Meeting Time: Tuesdays 12:30-3:30 p.m.
Instructors: Bridgette Carr (Law), Seth Guikema (Engineering)
Credits: 3.0

Class Details

The Human Trafficking Lab

The Human Trafficking Lab is a social justice innovation space where multidisciplinary student teams use design thinking to research, incubate, and build replicable, scalable, and disruptive solutions to reduce vulnerability to trafficking. We believe the law is an incomplete, imperfect solution to reducing exploitation and that interdisciplinary, cross-industry collaboration is necessary. Thus, the Lab is geared towards creating systems level change at policy, service, and industry levels through collaborative partnerships across the nonprofit, corporate, and governmental sectors.

Please note that law students who wish to enroll in the Lab need to enroll in Law 951 Human Trafficking Clinic + Lab. This listing is for non law students only.

Meeting Time: Thursdays 12:30-3:30 p.m.
Instructors: Bridgette Carr (Law), Danielle Kalil (Law), Chavi Keeney Nana (Law), Courtney Petersen (Law)
Credits: 3.0

Class Details

Fall 2022 PSI Classes

Environmental, Social, and Governance Policies: Pathways to Impact?

Environmental, Social, and Governance (ESG) policies have taken center stage in the investment world, but requirements of investor ESG policies vary widely, and they may be challenging for investee companies to implement. Multi-disciplinary student teams will work with faculty and subject matter experts to learn about ESG policies, how to assess their impact, and if there are ways to harmonize such policies. Students will leverage problem-solving skills and insights from fields including law, business, and policy to develop innovative solutions to a challenge in this area.

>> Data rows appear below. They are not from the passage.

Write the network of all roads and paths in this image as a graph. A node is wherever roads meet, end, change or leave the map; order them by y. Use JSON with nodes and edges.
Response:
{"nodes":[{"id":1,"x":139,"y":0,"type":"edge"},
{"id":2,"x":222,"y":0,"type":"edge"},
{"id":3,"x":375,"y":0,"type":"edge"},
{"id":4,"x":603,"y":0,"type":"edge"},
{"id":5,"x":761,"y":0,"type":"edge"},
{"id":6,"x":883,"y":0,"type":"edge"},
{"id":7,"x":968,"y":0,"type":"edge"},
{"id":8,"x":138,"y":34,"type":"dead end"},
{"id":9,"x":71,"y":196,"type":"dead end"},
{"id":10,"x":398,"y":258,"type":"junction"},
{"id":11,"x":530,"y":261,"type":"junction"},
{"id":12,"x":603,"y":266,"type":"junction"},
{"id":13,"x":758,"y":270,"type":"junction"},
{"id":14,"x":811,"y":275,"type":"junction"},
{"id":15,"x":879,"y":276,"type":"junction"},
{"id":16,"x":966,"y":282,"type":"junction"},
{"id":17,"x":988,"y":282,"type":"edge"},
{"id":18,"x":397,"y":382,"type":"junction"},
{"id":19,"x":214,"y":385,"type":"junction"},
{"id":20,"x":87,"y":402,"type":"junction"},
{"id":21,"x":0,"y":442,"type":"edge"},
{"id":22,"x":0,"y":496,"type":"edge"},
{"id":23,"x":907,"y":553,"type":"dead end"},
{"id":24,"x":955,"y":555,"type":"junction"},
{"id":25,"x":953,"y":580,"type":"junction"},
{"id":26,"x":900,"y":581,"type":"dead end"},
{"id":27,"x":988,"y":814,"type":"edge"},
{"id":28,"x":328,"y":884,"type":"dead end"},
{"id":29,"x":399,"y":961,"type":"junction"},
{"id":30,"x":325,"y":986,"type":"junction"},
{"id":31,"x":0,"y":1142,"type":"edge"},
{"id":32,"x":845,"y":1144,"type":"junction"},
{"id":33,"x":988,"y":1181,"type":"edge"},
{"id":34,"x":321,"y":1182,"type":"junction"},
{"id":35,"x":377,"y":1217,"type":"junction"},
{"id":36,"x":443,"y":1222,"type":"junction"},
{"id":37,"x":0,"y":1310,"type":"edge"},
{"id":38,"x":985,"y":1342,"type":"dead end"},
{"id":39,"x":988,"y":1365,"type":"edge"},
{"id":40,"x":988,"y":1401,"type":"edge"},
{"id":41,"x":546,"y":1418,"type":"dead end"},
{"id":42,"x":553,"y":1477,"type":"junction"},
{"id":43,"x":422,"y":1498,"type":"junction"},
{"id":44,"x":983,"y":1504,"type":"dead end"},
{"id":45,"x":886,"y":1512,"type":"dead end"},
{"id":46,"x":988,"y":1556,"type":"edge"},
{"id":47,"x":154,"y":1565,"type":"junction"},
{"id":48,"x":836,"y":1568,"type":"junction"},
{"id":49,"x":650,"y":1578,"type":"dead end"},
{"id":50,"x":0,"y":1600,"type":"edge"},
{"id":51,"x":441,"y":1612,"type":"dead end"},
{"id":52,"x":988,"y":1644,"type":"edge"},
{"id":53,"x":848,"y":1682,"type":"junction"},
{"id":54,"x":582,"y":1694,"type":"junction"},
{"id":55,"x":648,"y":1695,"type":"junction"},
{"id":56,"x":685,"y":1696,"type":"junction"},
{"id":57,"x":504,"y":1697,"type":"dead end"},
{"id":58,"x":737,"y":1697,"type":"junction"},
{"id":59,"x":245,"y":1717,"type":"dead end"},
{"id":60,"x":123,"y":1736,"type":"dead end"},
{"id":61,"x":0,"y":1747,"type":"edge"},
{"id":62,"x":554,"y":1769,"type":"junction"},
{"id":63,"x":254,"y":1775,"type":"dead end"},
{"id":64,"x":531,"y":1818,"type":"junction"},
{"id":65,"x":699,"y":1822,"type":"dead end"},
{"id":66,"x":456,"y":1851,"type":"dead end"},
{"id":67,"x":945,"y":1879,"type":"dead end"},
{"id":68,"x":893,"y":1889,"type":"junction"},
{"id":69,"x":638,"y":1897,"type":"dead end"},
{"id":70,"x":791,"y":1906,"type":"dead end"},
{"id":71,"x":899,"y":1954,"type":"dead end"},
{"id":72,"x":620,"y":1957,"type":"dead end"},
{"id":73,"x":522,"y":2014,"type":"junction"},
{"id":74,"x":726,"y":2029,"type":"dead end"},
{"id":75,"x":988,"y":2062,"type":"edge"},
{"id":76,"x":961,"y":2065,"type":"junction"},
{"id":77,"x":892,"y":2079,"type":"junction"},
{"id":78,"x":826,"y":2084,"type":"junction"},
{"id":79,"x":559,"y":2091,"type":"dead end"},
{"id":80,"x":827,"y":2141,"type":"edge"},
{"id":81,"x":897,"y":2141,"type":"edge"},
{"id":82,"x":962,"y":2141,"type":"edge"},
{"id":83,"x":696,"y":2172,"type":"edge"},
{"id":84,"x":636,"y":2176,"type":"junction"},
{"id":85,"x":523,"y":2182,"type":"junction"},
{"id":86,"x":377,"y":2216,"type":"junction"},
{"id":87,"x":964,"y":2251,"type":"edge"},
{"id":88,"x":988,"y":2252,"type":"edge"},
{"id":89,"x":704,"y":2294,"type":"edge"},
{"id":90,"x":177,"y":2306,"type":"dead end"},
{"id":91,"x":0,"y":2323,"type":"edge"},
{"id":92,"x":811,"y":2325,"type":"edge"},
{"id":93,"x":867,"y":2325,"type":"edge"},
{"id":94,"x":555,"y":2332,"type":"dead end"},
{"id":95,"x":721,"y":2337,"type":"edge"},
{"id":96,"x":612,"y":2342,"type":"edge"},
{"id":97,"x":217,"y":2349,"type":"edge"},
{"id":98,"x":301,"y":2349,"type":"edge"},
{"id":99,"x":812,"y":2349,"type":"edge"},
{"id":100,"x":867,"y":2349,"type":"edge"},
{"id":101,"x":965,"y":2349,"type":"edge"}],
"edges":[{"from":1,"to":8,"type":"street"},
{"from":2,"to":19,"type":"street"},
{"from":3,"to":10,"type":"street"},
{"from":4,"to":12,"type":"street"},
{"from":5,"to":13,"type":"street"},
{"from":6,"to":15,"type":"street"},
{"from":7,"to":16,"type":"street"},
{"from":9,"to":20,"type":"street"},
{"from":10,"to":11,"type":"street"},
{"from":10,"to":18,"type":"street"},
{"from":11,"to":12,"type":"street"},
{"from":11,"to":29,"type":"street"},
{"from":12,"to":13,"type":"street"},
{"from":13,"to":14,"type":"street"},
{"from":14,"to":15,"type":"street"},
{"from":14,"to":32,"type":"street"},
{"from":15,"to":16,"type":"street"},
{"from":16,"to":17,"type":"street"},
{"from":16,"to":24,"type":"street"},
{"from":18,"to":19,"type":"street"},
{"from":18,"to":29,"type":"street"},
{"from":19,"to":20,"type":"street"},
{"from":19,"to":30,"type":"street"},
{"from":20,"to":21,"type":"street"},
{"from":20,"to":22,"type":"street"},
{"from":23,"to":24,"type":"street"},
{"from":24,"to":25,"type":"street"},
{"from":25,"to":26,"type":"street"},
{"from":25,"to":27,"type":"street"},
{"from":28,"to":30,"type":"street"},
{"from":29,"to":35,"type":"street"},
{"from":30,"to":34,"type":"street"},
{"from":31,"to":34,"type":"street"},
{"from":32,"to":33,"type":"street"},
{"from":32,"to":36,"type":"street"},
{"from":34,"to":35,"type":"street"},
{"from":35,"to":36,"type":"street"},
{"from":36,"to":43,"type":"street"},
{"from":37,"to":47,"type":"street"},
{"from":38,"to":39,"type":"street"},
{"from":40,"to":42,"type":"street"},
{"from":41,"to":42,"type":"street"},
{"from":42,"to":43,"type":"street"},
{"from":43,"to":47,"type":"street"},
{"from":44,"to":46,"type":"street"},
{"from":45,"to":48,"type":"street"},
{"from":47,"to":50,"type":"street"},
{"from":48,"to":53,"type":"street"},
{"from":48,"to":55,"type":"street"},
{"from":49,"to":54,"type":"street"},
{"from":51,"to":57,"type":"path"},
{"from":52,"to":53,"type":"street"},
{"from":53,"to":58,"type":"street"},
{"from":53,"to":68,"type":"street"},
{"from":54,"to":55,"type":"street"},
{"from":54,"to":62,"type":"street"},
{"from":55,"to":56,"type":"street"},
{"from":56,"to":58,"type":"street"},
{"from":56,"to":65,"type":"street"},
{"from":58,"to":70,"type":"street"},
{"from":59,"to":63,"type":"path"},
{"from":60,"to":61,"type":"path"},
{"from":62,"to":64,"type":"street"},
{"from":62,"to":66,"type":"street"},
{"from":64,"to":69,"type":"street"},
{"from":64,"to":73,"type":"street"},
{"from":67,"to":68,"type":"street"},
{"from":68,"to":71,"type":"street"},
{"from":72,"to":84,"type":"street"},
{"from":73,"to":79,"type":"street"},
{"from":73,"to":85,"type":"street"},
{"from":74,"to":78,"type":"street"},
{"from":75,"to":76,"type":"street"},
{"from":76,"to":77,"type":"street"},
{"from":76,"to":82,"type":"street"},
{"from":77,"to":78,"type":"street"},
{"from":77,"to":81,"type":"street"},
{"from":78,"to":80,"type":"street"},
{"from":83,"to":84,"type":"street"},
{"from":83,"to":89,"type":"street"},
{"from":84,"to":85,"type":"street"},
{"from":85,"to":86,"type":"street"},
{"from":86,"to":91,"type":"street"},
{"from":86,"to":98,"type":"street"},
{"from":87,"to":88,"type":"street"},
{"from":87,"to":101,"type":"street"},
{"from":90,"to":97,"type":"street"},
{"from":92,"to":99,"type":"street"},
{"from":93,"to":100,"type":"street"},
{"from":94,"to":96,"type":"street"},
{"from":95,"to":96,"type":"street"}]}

Meeting Time: Wednesdays 3:15-6:30 p.m.
Instructors: David Guenther (Law), Tim Dickinson (Law), David Hess (Business)
Credits: 3.0

Class Details

Addressing the Child Care Crisis

Even pre-pandemic, the U.S. faced a child care crisis. Many parents need child care when they work, insufficient licensed child care programs exist for infants and toddlers, and such programs often cost too much. Child care businesses also operate at thin margins and struggle to stay in business due to rising operational costs and challenges finding qualified staff. Multidisciplinary student teams will hear from leading experts and incorporate problem-solving tools and insights from law, social work, policy, business, and other fields to propose solutions to relevant stakeholders.

Meeting Time: Wednesdays 3:15-6:30 p.m.
Instructors: Tifani Sadek (Law), Annette Sobocinski (Law)
Credits: 3.0

Class Details

Cryptoassets: Business and Regulatory Issues

The rise of the cryptoeconomy has implications for national security, data privacy, transaction costs, Web 3.0, and much more. Multidisciplinary student teams will learn about the growth of the cryptoeconomy, varieties of cryptoassets, and an array of potential uses of such assets from experts in law, business, policy, information, and other fields. Students will apply research insights and problem-solving tools to develop a solution focused on regulating the cryptoeconomy.

Meeting Time: Thursdays 3:15-6:30 p.m.
Instructors: Vikramaditya Khanna (Law), Scott Bauguess (Business)
Credits: 3.0

Class Details

Slavery and the Built Environment: The Plantation

The built environment bears the stamp of slavery supported by new forms of forced labor. Starting with an understanding that architecture isn’t value-neutral and that racism intersects with urban planning, land use, and environmental problems, this class will confront such issues through a partnership between U-M and Yale. Students will create a framework for rethinking plantation sites within the National Trust for Historic Preservation’s portfolio, as multidisciplinary teams from law, planning, history, and other fields learn problem-solving skills, conduct research, and approach the politics, ethics, and mechanics of construction holistically.

Meeting Time: Wednesdays 3:15-6:30 p.m.
Instructors: Luis deBaca (Law), Phillip Bernstein (Architecture)
Credits: 3.0

Class Details

Creative Problem Solving, Collaboration, and Design Thinking

The Law School launched the Problem Solving Initiative to bring together students and faculty from law and other disciplines to actively apply creative problem solving, collaboration, and design thinking skills to complex, pressing challenges in a classroom setting.